_Work instructions_
The lines wanted are those from the one containing "index tip: (137, 71)" to the last line of the entries below; output them exactly, leaving out pictures.

(Stored items from a collection)
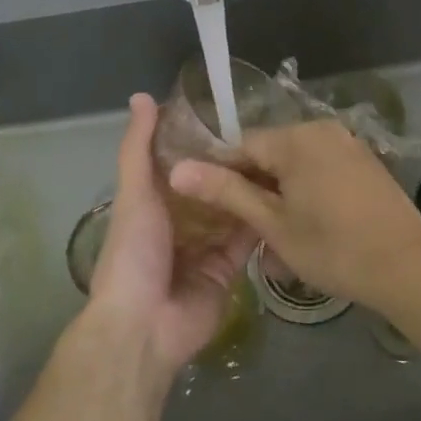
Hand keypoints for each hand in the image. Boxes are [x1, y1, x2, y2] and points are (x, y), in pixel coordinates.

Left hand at [84, 94, 258, 376]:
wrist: (145, 325)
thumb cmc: (134, 253)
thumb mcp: (134, 192)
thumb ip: (138, 147)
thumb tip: (141, 96)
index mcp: (154, 203)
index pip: (182, 163)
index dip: (203, 140)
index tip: (232, 113)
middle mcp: (180, 223)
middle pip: (212, 187)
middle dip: (234, 166)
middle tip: (268, 137)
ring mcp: (206, 248)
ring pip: (233, 211)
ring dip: (252, 190)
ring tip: (283, 159)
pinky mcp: (228, 270)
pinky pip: (249, 241)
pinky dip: (263, 222)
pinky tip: (286, 197)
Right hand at [168, 119, 420, 311]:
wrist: (407, 265)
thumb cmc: (333, 248)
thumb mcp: (274, 224)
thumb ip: (228, 192)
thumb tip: (179, 169)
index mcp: (295, 138)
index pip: (241, 145)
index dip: (222, 175)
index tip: (211, 209)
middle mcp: (321, 128)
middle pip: (270, 151)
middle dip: (254, 185)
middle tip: (247, 229)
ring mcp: (347, 142)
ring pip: (296, 161)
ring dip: (280, 191)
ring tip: (276, 234)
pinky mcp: (364, 159)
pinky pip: (321, 165)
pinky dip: (307, 188)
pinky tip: (309, 223)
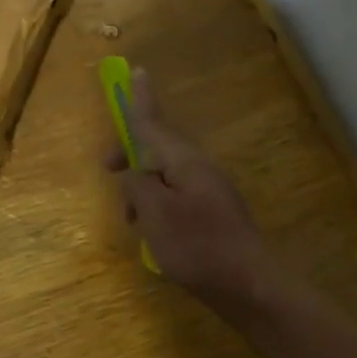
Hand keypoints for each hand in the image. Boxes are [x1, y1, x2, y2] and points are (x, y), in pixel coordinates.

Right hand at [104, 67, 274, 301]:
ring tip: (131, 219)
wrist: (249, 286)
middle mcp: (199, 169)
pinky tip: (152, 233)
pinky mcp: (212, 215)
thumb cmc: (198, 247)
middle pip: (158, 150)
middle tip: (107, 169)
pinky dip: (157, 207)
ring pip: (165, 177)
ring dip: (142, 190)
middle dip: (130, 156)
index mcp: (185, 162)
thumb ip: (137, 186)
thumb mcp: (155, 214)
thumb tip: (131, 172)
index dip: (141, 100)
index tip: (137, 71)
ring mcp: (209, 192)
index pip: (154, 124)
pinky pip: (175, 198)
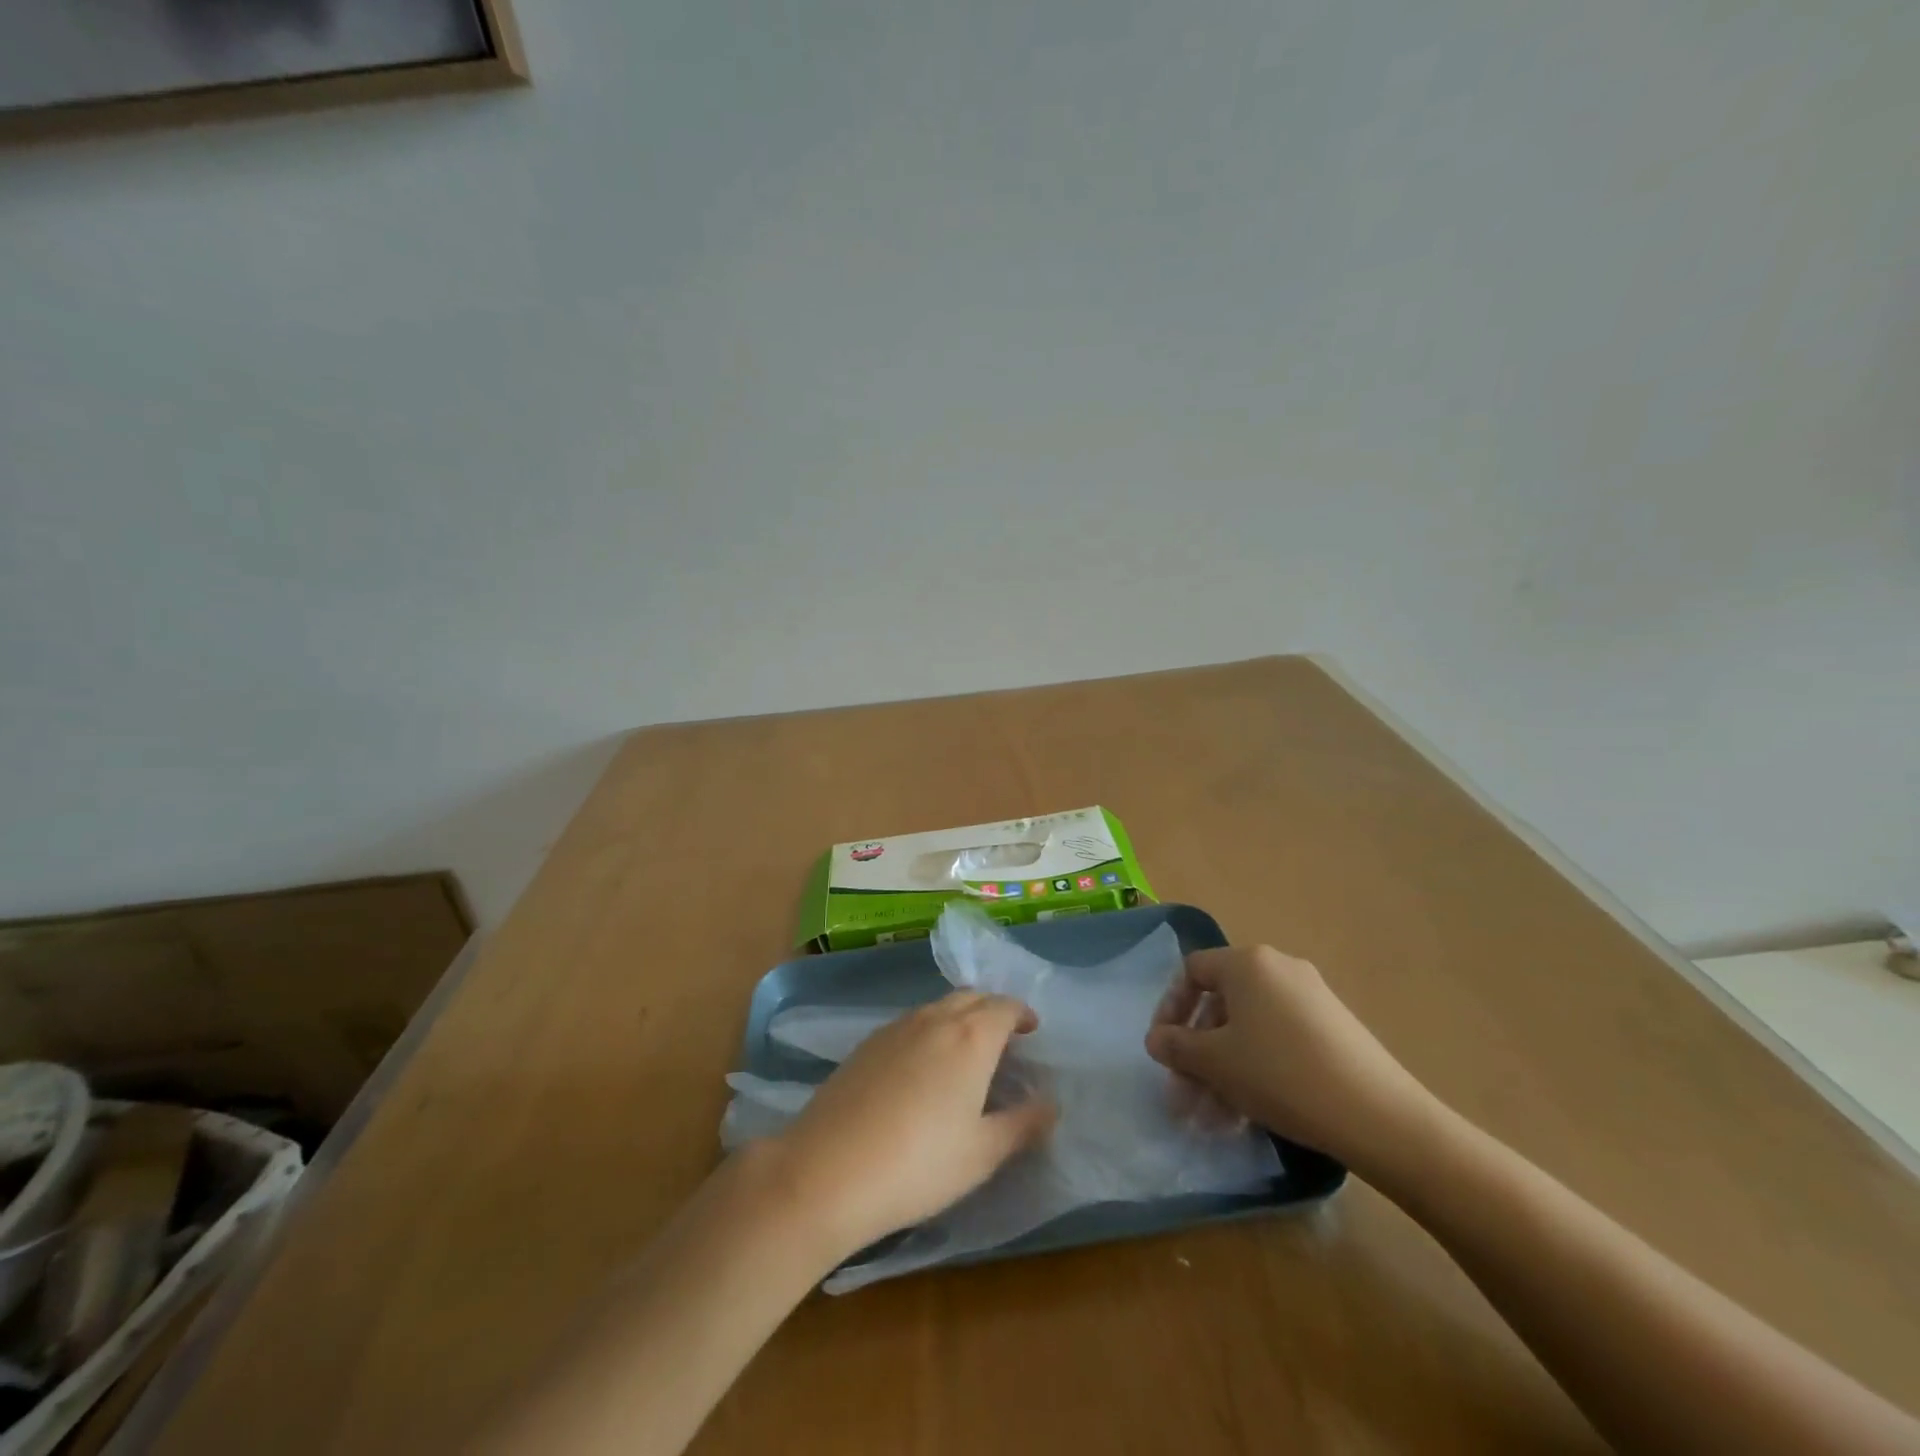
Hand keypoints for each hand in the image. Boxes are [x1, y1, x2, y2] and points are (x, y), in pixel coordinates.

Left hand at [767, 992, 1055, 1260]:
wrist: (827, 1170)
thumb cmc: (919, 1164)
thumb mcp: (982, 1154)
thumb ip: (1022, 1125)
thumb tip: (1051, 1105)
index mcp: (970, 1037)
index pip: (1004, 1006)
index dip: (1021, 1014)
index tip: (1031, 1030)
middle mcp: (934, 1019)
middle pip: (971, 998)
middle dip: (992, 1010)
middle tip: (1004, 1039)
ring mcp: (895, 1028)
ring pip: (938, 1007)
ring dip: (959, 1018)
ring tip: (966, 1053)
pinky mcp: (866, 1044)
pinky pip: (910, 1023)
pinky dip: (929, 1030)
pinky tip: (922, 1068)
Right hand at [1145, 946, 1439, 1175]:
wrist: (1379, 1117)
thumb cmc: (1280, 1075)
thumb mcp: (1215, 1062)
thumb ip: (1176, 1046)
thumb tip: (1156, 1039)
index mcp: (1248, 963)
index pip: (1192, 971)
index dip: (1169, 1009)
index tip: (1163, 1050)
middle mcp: (1279, 969)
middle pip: (1221, 1005)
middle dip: (1197, 1053)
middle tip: (1185, 1097)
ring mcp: (1311, 998)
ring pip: (1249, 1029)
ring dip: (1223, 1070)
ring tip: (1212, 1121)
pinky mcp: (1334, 1029)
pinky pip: (1278, 1040)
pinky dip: (1256, 1069)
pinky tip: (1248, 1114)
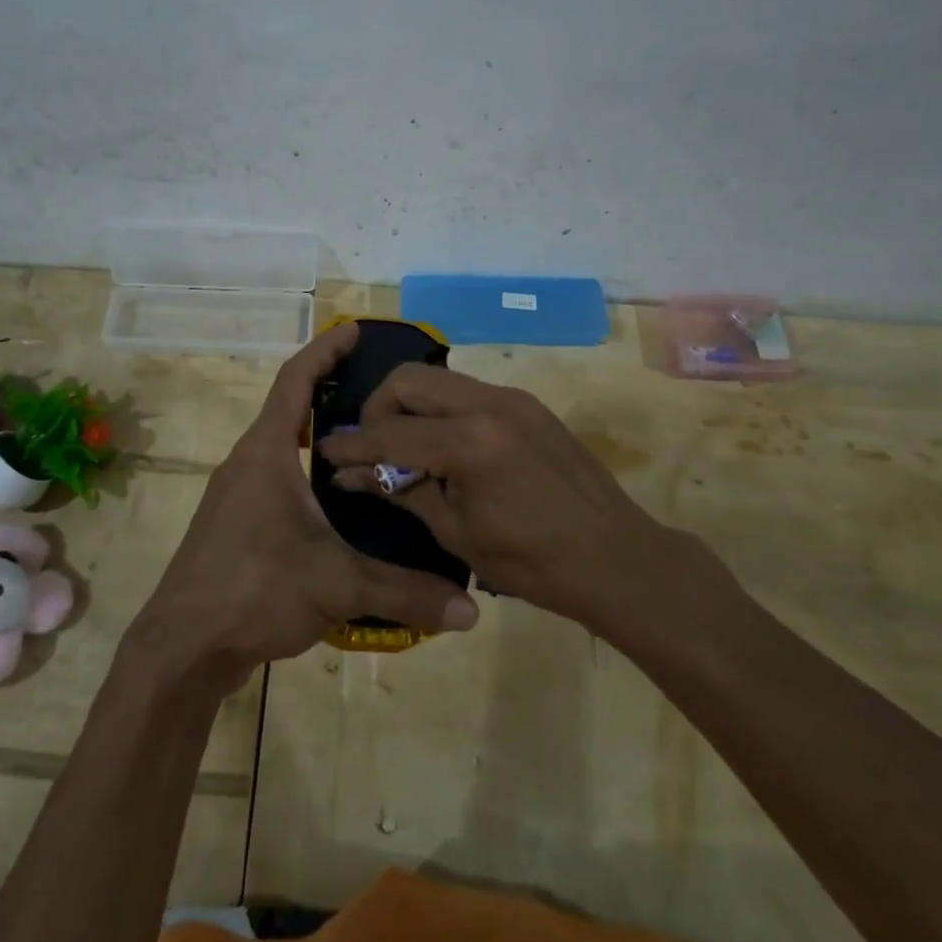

_Solution for this problem_
index tip: (137, 71)
ring mcp: (209, 192)
index pip: (154, 124)
pinky pip: (175, 198)
Hand keypoints for each hand in the image. Boxes are [x1, y1, x2, y2] and points are (x, y), in pixel coordinates.

Left hand at [767, 992, 1055, 1260]:
wrist: (827, 1170)
thumb cmc: (919, 1164)
thumb mcp: (982, 1154)
thumb ip: (1022, 1125)
thumb tip: (1051, 1105)
index mcp: (970, 1037)
index pip: (1004, 1006)
index dip: (1021, 1014)
index tip: (1031, 1030)
middle mcp: (934, 1019)
middle pip: (971, 998)
middle dip: (992, 1010)
middle tip: (1004, 1039)
ring mcp: (895, 1028)
ring pip: (938, 1007)
ring dip: (959, 1018)
ring tip: (966, 1053)
pinky mcp: (866, 1044)
pinky pip: (910, 1023)
pinky dip: (929, 1030)
pinky tip: (922, 1068)
Right hand at [1145, 946, 1439, 1175]:
wrist: (1379, 1117)
thumb cmc: (1280, 1075)
thumb mcp: (1215, 1062)
thumb ip: (1176, 1046)
thumb tip: (1156, 1039)
index mcp: (1248, 963)
index pip: (1192, 971)
index dip: (1169, 1009)
index tip: (1163, 1050)
middle mcp: (1279, 969)
middle pip: (1221, 1005)
middle dip: (1197, 1053)
middle tip: (1185, 1097)
ring mcp: (1311, 998)
ring pip: (1249, 1029)
ring dip: (1223, 1070)
ring tip: (1212, 1121)
pinky mcp: (1334, 1029)
pinky pip: (1278, 1040)
pinky dip: (1256, 1069)
pinky tip: (1248, 1114)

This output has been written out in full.